Bush is being criticised for not acting fast enough and for a lack luster, even humorous, speech when he first addressed the plight of New Orleans. The New York Times has become increasingly strident in its editorials over the last few days:
George W. Bush gave one of the worst speeches of his life yesterday, especially given the level of national distress and the need for words of consolation and wisdom. In what seems to be a ritual in this administration, the president appeared a day later than he was needed. He then read an address of a quality more appropriate for an Arbor Day celebration: a long laundry list of pounds of ice, generators and blankets delivered to the stricken Gulf Coast.
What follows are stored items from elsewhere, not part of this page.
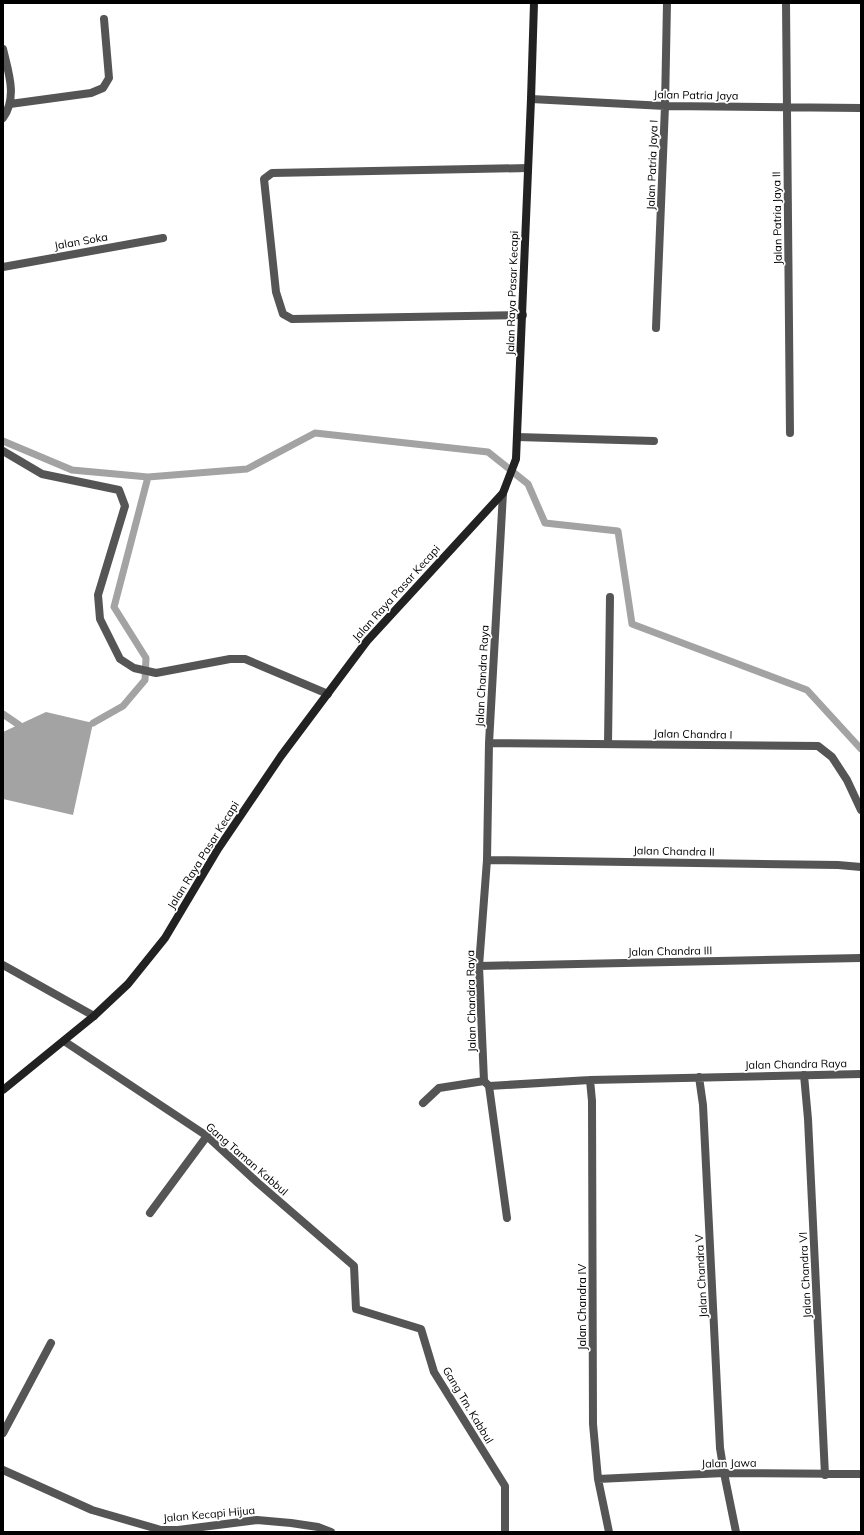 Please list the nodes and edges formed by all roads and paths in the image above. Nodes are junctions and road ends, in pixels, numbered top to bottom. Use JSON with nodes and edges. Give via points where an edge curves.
{"nodes":[{"id":1,"x":534,"y":3,"type":"edge"},
{"id":2,"x":666,"y":3,"type":"edge"},
{"id":3,"x":786,"y":3,"type":"edge"},
{"id":4,"x":104,"y":19,"type":"dead end"},
{"id":5,"x":3,"y":49,"type":"edge"},
{"id":6,"x":531,"y":99,"type":"junction"},
{"id":7,"x":10,"y":104,"type":"junction"},
{"id":8,"x":665,"y":106,"type":"junction"},
{"id":9,"x":786,"y":107,"type":"junction"},
{"id":10,"x":861,"y":108,"type":"edge"},
{"id":11,"x":3,"y":118,"type":"edge"},
{"id":12,"x":528,"y":168,"type":"junction"},
{"id":13,"x":162,"y":238,"type":"dead end"},
{"id":14,"x":3,"y":267,"type":"edge"},
{"id":15,"x":522,"y":315,"type":"junction"},
{"id":16,"x":656,"y":328,"type":"dead end"},
{"id":17,"x":790,"y":433,"type":"dead end"},
{"id":18,"x":517,"y":437,"type":"junction"},
{"id":19,"x":654,"y":441,"type":"dead end"},
{"id":20,"x":3,"y":451,"type":"edge"},
{"id":21,"x":503,"y":493,"type":"junction"},
{"id":22,"x":610,"y":597,"type":"dead end"},
{"id":23,"x":328,"y":694,"type":"junction"},
{"id":24,"x":489,"y":743,"type":"junction"},
{"id":25,"x":608,"y":744,"type":"junction"},
{"id":26,"x":861,"y":810,"type":"edge"},
{"id":27,"x":487,"y":860,"type":"junction"},
{"id":28,"x":861,"y":868,"type":"edge"},
{"id":29,"x":861,"y":958,"type":"edge"},
{"id":30,"x":3,"y":965,"type":"edge"},
{"id":31,"x":479,"y":966,"type":"junction"},
{"id":32,"x":94,"y":1016,"type":"junction"},
{"id":33,"x":64,"y":1041,"type":"junction"},
{"id":34,"x":861,"y":1074,"type":"edge"},
{"id":35,"x":804,"y":1075,"type":"junction"},
{"id":36,"x":699,"y":1077,"type":"junction"},
{"id":37,"x":590,"y":1080,"type":"junction"},
{"id":38,"x":487,"y":1084,"type":"junction"},
{"id":39,"x":3,"y":1090,"type":"edge"},
{"id":40,"x":423,"y":1103,"type":"dead end"},
{"id":41,"x":207,"y":1136,"type":"junction"},
{"id":42,"x":150,"y":1213,"type":"dead end"},
{"id":43,"x":507,"y":1218,"type":"dead end"},
{"id":44,"x":356,"y":1309,"type":"joint"},
{"id":45,"x":51,"y":1343,"type":"dead end"},
{"id":46,"x":3,"y":1433,"type":"edge"},
{"id":47,"x":3,"y":1470,"type":"edge"},
{"id":48,"x":724,"y":1473,"type":"junction"},
{"id":49,"x":861,"y":1474,"type":"edge"},
{"id":50,"x":825,"y":1475,"type":"junction"},
{"id":51,"x":598,"y":1479,"type":"junction"},
{"id":52,"x":331,"y":1532,"type":"edge"},
{"id":53,"x":505,"y":1532,"type":"edge"},
{"id":54,"x":609,"y":1532,"type":"edge"},
{"id":55,"x":736,"y":1532,"type":"edge"}],
"edges":[{"from":1,"to":6,"type":"street","name":"Jalan Raya Pasar Kecapi"},
{"from":2,"to":8,"type":"street","name":"Jalan Patria Jaya I"},
{"from":3,"to":9,"type":"street","name":"Jalan Patria Jaya II"},
{"from":4,"to":7,"type":"street","via":[[109,78],[103,88],[91,93]]},
{"from":5,"to":7,"type":"street","via":[[11,85]]},
{"from":6,"to":8,"type":"street","name":"Jalan Patria Jaya"},
{"from":6,"to":12,"type":"street","name":"Jalan Raya Pasar Kecapi"},
{"from":7,"to":11,"type":"street"},
{"from":8,"to":9,"type":"street","name":"Jalan Patria Jaya"},
{"from":8,"to":16,"type":"street","name":"Jalan Patria Jaya I"},
{"from":9,"to":10,"type":"street","name":"Jalan Patria Jaya"},
{"from":9,"to":17,"type":"street","name":"Jalan Patria Jaya II"},
{"from":12,"to":15,"type":"street","name":"Jalan Raya Pasar Kecapi"},
{"from":12,"to":15,"type":"street","via":[[272,173],[264,179],[276,292],[283,314],[292,319]]},
{"from":13,"to":14,"type":"street","name":"Jalan Soka"},
{"from":15,"to":18,"type":"street","name":"Jalan Raya Pasar Kecapi"},
{"from":18,"to":19,"type":"street"},
{"from":18,"to":21,"type":"street","name":"Jalan Raya Pasar Kecapi","via":[[516,459]]},
{"from":20,"to":23,"type":"street","via":[[42,474],[119,490],[125,506],[98,595],[100,619],[120,659],[134,668],[156,674],[230,659],[245,660]]},
{"from":21,"to":23,"type":"street","name":"Jalan Raya Pasar Kecapi","via":[[367,641]]},
{"from":21,"to":24,"type":"street","name":"Jalan Chandra Raya"},
{"from":22,"to":25,"type":"street"},
{"from":23,"to":32,"type":"street","name":"Jalan Raya Pasar Kecapi","via":[[281,756],[218,849],[165,938],[128,984]]},
{"from":24,"to":25,"type":"street","name":"Jalan Chandra I"},
{"from":24,"to":27,"type":"street","name":"Jalan Chandra Raya"},
{"from":25,"to":26,"type":"street","name":"Jalan Chandra I","via":[[818,746],[832,757],[847,780]]},
{"from":27,"to":28,"type":"street","name":"Jalan Chandra II","via":[[838,865]]},
{"from":27,"to":31,"type":"street","name":"Jalan Chandra Raya"},
{"from":29,"to":31,"type":"street","name":"Jalan Chandra III"},
{"from":30,"to":32,"type":"street"},
{"from":31,"to":38,"type":"street","name":"Jalan Chandra Raya"},
{"from":32,"to":33,"type":"street","name":"Jalan Raya Pasar Kecapi"},
{"from":33,"to":39,"type":"street","name":"Jalan Raya Pasar Kecapi"},
{"from":33,"to":41,"type":"street","name":"Gang Taman Kabbul"},
{"from":34,"to":35,"type":"street","name":"Jalan Chandra Raya"},
{"from":35,"to":36,"type":"street","name":"Jalan Chandra Raya"},
{"from":35,"to":50,"type":"street","name":"Jalan Chandra VI"},
{"from":36,"to":37,"type":"street","name":"Jalan Chandra Raya"},
{"from":36,"to":48,"type":"street","name":"Jalan Chandra V","via":[[703,1104],[720,1448]]},
{"from":37,"to":38,"type":"street","name":"Jalan Chandra Raya"},
{"from":37,"to":51,"type":"street","name":"Jalan Chandra IV","via":[[593,1424]]},
{"from":38,"to":40,"type":"street","via":[[439,1088]]},
{"from":38,"to":43,"type":"street"},
{"from":41,"to":42,"type":"street"},
{"from":41,"to":44,"type":"street","name":"Gang Taman Kabbul","via":[[354,1266]]},
{"from":44,"to":53,"type":"street","name":"Gang Tm. Kabbul","via":[[421,1329],[434,1372],[505,1486]]},
{"from":45,"to":46,"type":"street"},
{"from":47,"to":52,"type":"street","name":"Jalan Kecapi Hijua","via":[[92,1510],[161,1530],[258,1520],[291,1522]]},
{"from":48,"to":50,"type":"street","name":"Jalan Jawa"},
{"from":48,"to":51,"type":"street","name":"Jalan Jawa"},
{"from":48,"to":55,"type":"street","name":"Jalan Chandra V"},
{"from":49,"to":50,"type":"street","name":"Jalan Jawa"},
{"from":51,"to":54,"type":"street","name":"Jalan Chandra IV"}]}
He advised the public that anybody who wanted to help should send cash, grinned, and promised that everything would work out in the end.
Bush doesn't seem to have either a natural sense of compassion or even a natural political instinct on these occasions when symbolic leadership is most needed. Either Clinton or Reagan would have acted immediately and made us feel that they were involved personally and politically with the crisis. This symbolic act of the leader is of such importance and has real impact on the course of actual events by creating a buoyant atmosphere for recovery. But there is a difference between a genuine act of symbolic leadership, which requires engagement, reflection and action and a staged media event. Increasingly it is difficult for both politicians and the public to distinguish between the two.
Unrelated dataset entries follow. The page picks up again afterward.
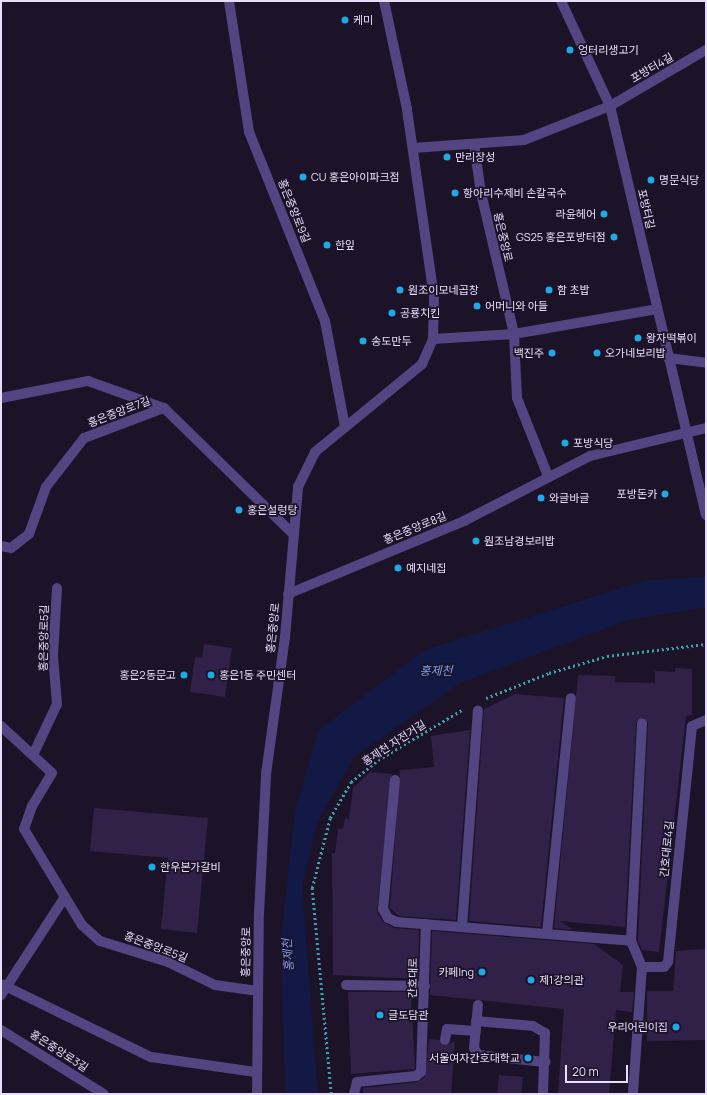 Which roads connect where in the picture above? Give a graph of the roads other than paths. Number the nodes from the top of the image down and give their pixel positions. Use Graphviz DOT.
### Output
graph roads {
  1 [pos="229,1"];
  2 [pos="384,1"];
  3 [pos="561,1"];
  4 [pos="706,50"];
  5 [pos="610,106"];
  6 [pos="474,144"];
  7 [pos="412,148"];
  8 [pos="657,309"];
  9 [pos="514,334"];
  10 [pos="433,339"];
  11 [pos="668,358"];
  12 [pos="706,363"];
  13 [pos="1,398"];
  14 [pos="164,408"];
  15 [pos="345,427"];
  16 [pos="706,428"];
  17 [pos="685,431"];
  18 [pos="548,476"];
  19 [pos="706,515"];
  20 [pos="293,534"];
  21 [pos="1,546"];
  22 [pos="57,588"];
  23 [pos="288,594"];
  24 [pos="571,698"];
  25 [pos="478,706"];
  26 [pos="706,720"];
  27 [pos="642,723"];
  28 [pos="1,726"];
  29 [pos="33,756"];
  30 [pos="395,780"];
  31 [pos="65,897"];
  32 [pos="426,924"];
  33 [pos="462,927"];
  34 [pos="547,933"];
  35 [pos="631,941"];
  36 [pos="642,967"];
  37 [pos="346,985"];
  38 [pos="424,986"];
  39 [pos="3,989"];
  40 [pos="257,991"];
  41 [pos="478,1005"];
  42 [pos="476,1026"];
  43 [pos="1,1030"];
  44 [pos="445,1040"];
  45 [pos="546,1062"];
  46 [pos="255,1072"];
  47 [pos="104,1094"];
  48 [pos="257,1094"];
  49 [pos="354,1094"];
  50 [pos="543,1094"];
  51 [pos="633,1094"];
  1 -- 15 [label="street, 홍은중앙로9길"];
  2 -- 7 [label="street, 홍은중앙로"];
  3 -- 5 [label="street, 포방터길"];
  4 -- 5 [label="street, 포방터4길"];
  5 -- 6 [label="street"];
  5 -- 8 [label="street, 포방터길"];
  6 -- 7 [label="street"];
  6 -- 9 [label="street, 홍은중앙로"];
  7 -- 10 [label="street, 홍은중앙로"];
  8 -- 9 [label="street"];
  8 -- 11 [label="street, 포방터길"];
  9 -- 10 [label="street"];
  9 -- 18 [label="street"];
  10 -- 15 [label="street, 홍은중앙로"];
  11 -- 12 [label="street"];
  11 -- 17 [label="street, 포방터길"];
  13 -- 14 [label="street, 홍은중앙로7길"];
  14 -- 20 [label="street, 홍은중앙로7길"];
  14 -- 21 [label="street, 홍은중앙로7길"];
  15 -- 20 [label="street, 홍은중앙로"];
  16 -- 17 [label="street"];
  17 -- 18 [label="street, 홍은중앙로8길"];
  17 -- 19 [label="street, 포방터길"];
  18 -- 23 [label="street, 홍은중앙로8길"];
  20 -- 23 [label="street, 홍은중앙로"];
  22 -- 29 [label="street, 홍은중앙로5길"];
  23 -- 40 [label="street, 홍은중앙로"];
  24 -- 34 [label="street"];
  25 -- 33 [label="street"];
  26 -- 36 [label="street, 간호대로4길"];
  27 -- 35 [label="street"];
  28 -- 29 [label="street, 홍은중앙로5길"];
  29 -- 31 [label="street, 홍은중앙로5길"];
  30 -- 32 [label="street"];
  31 -- 39 [label="street"];
  31 -- 40 [label="street, 홍은중앙로5길"];
  32 -- 33 [label="street"];
  32 -- 38 [label="street, 간호대로"];
  33 -- 34 [label="street"];
  34 -- 35 [label="street"];
  35 -- 36 [label="street"];
  36 -- 51 [label="street"];
  37 -- 38 [label="street"];
  38 -- 49 [label="street, 간호대로"];
  39 -- 46 [label="street"];
  40 -- 46 [label="street, 홍은중앙로"];
  41 -- 42 [label="street"];
  42 -- 44 [label="street"];
  42 -- 45 [label="street"];
  42 -- 45 [label="street"];
  43 -- 47 [label="street, 홍은중앙로3길"];
  45 -- 50 [label="street"];
  46 -- 48 [label="street, 홍은중앙로"];
}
A story has just emerged about how deliberately the Bush team stage managed the tour of the crisis zone. Louisiana Senator Mary Landrieu has just released a statement:
“But perhaps the greatest disappointment stands at the breached 17th Street levee. Touring this critical site yesterday with the President, I saw what I believed to be a real and significant effort to get a handle on a major cause of this catastrophe. Flying over this critical spot again this morning, less than 24 hours later, it became apparent that yesterday we witnessed a hastily prepared stage set for a Presidential photo opportunity; and the desperately needed resources we saw were this morning reduced to a single, lonely piece of equipment. The good and decent people of southeast Louisiana and the Gulf Coast – black and white, rich and poor, young and old – deserve far better from their national government.
This has been reported by the wires and some blogs but doesn't appear to have been picked up by the mainstream press yet.
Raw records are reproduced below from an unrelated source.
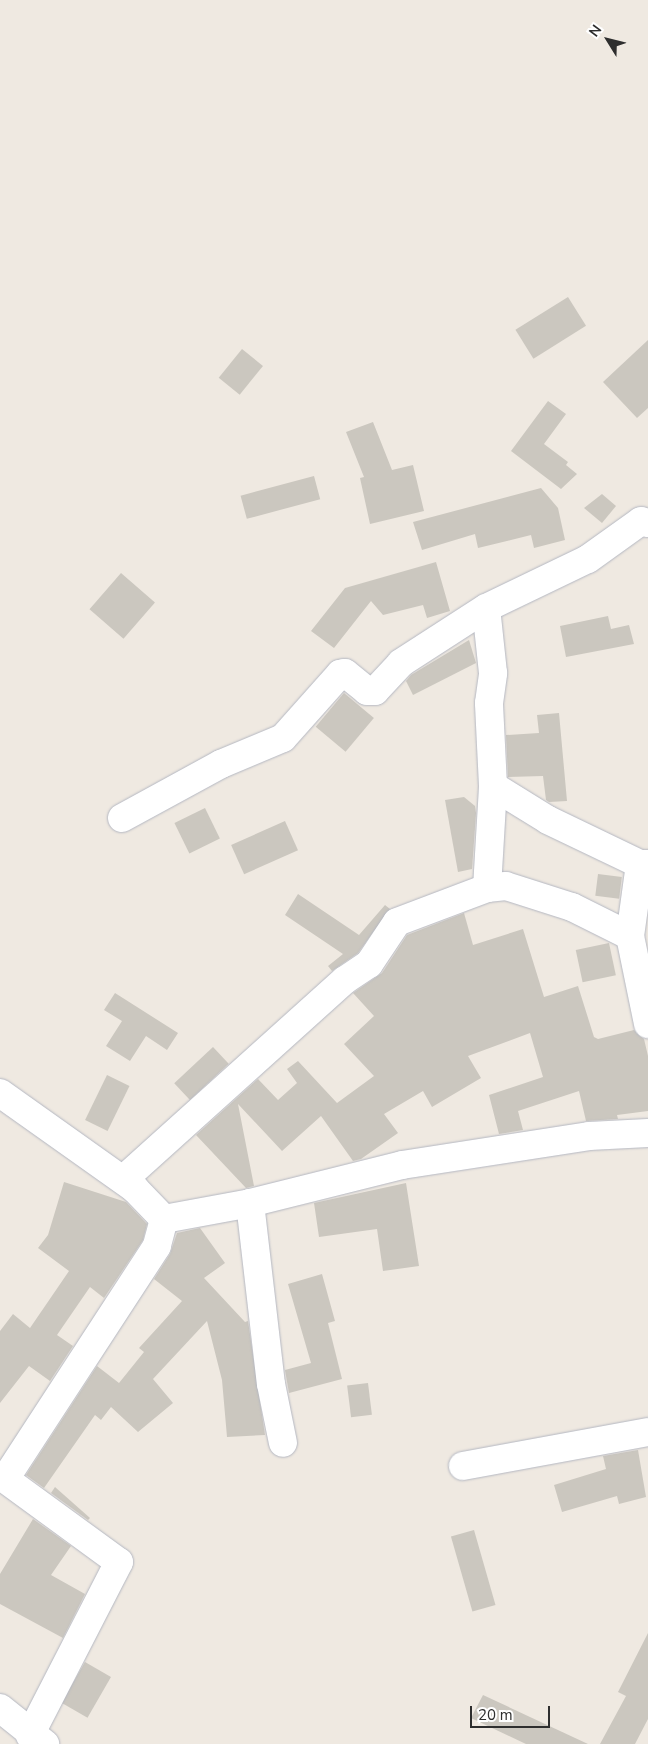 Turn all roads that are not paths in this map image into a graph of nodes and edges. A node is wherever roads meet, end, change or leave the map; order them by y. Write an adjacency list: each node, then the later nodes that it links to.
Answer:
1 (648, 523): 2 (street)
2 (486, 608): 3 (street); 4 (street)
3 (493, 786): 5 (street); 6 (street)
4 (122, 818)
5 (644, 864): 7 (street)
6 (487, 888): 7 (street); 11 (street)
7 (630, 936): 8 (street)
8 (648, 1024)
9 (0, 1093): 11 (street)
10 (648, 1133): 12 (street)
11 (135, 1189): 13 (street)
12 (250, 1203): 13 (street); 15 (street)
13 (164, 1219): 18 (street)
14 (648, 1432): 16 (street)
15 (283, 1443)
16 (463, 1466)
17 (0, 1708): 18 (street)
18 (38, 1739)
It is confirmed by at least one report from a viewer of a German news service who says the German account of Bush's tour differed markedly from the CNN account:
There was a striking dicrepancy between the CNN International report on the Bush visit to the New Orleans disaster zone, yesterday, and reports of the same event by German TV.
ZDF News reported that the president's visit was a completely staged event. Their crew witnessed how the open air food distribution point Bush visited in front of the cameras was torn down immediately after the president and the herd of 'news people' had left and that others which were allegedly being set up were abandoned at the same time.
The people in the area were once again left to fend for themselves, said ZDF.